* TASK OBJECTIVE *
How many of the lines below include "Northview"? Give the number and no other words.

* INPUT DATA *
------------------------------------

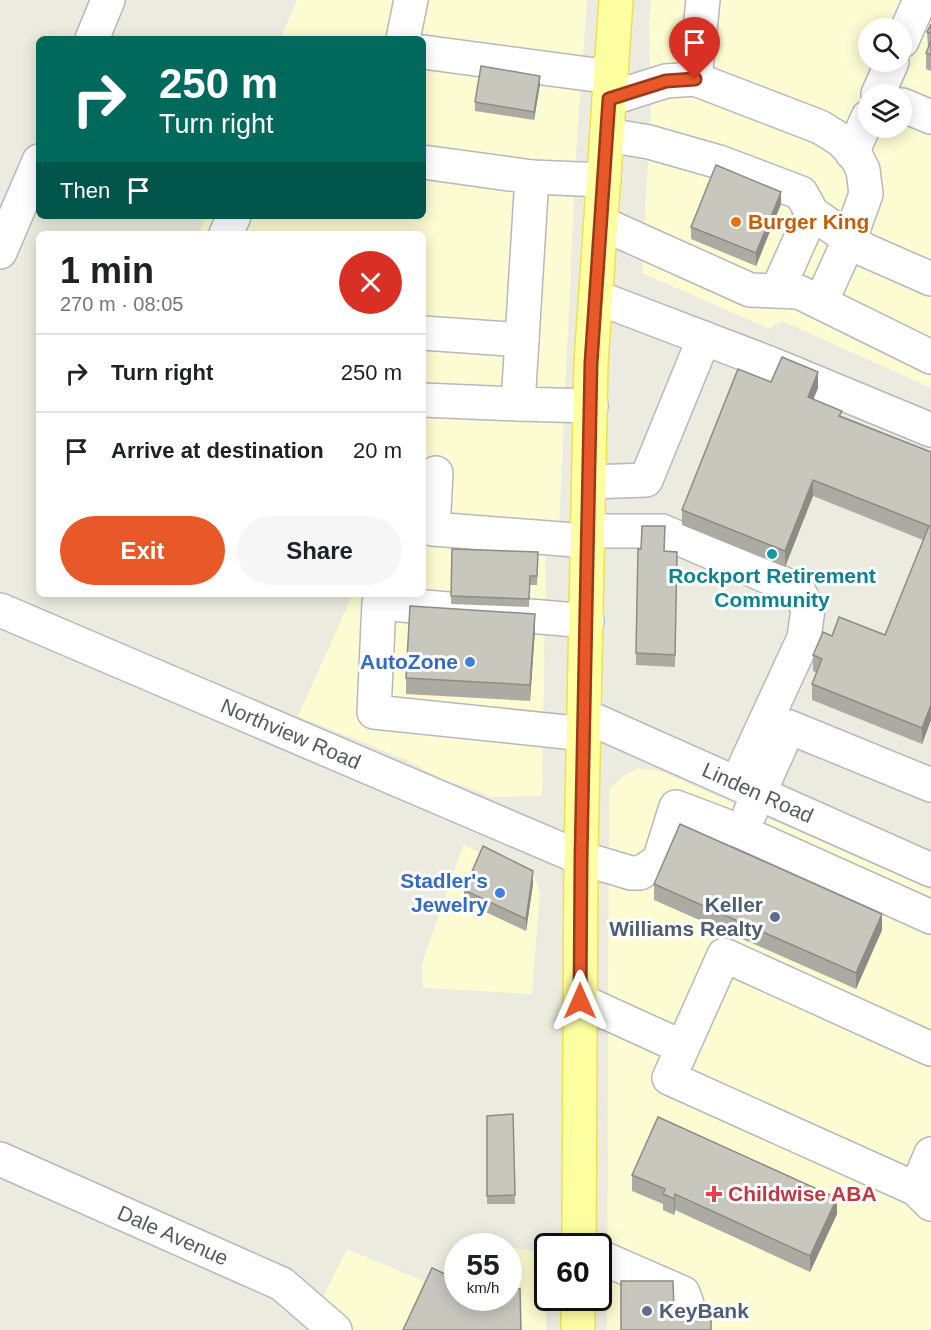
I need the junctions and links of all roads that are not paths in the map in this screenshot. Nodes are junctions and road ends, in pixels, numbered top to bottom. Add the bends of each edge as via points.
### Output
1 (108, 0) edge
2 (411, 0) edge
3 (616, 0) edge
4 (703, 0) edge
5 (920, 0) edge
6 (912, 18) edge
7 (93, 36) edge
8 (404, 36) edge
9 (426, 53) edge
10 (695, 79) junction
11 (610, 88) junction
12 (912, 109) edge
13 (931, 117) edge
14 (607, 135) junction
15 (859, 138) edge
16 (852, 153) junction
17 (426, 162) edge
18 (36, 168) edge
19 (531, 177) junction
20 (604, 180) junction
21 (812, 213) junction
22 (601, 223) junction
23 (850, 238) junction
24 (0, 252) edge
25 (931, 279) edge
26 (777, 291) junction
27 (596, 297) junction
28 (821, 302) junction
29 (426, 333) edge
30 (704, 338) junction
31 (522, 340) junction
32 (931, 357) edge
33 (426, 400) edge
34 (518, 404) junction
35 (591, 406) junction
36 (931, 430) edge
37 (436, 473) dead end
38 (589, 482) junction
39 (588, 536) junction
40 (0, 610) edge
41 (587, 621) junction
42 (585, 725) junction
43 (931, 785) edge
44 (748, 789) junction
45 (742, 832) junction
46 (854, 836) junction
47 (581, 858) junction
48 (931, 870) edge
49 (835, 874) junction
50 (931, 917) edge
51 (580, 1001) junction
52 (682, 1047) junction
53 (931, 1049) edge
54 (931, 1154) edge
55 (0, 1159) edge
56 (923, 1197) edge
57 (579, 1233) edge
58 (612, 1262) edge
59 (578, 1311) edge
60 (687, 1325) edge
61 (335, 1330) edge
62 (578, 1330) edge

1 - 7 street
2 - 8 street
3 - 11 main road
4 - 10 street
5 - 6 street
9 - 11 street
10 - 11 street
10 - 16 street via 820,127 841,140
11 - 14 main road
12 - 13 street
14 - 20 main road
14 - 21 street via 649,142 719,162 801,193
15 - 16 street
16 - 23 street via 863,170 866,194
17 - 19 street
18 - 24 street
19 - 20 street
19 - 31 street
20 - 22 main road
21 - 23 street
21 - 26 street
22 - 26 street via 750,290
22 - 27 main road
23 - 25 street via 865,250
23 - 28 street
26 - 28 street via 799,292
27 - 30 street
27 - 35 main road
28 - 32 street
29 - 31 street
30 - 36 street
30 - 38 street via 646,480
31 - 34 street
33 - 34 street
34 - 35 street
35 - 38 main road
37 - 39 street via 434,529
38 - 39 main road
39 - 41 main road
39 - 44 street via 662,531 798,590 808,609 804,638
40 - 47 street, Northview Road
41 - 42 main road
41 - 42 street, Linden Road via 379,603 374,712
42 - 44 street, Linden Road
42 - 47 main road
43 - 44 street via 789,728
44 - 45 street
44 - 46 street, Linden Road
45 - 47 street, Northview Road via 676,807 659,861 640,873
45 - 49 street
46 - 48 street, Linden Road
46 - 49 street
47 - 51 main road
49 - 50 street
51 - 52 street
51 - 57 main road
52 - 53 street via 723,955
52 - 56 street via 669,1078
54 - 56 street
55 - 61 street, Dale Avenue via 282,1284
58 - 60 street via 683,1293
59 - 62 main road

------------------------------------

* RESULT OF THIS EXERCISE *
2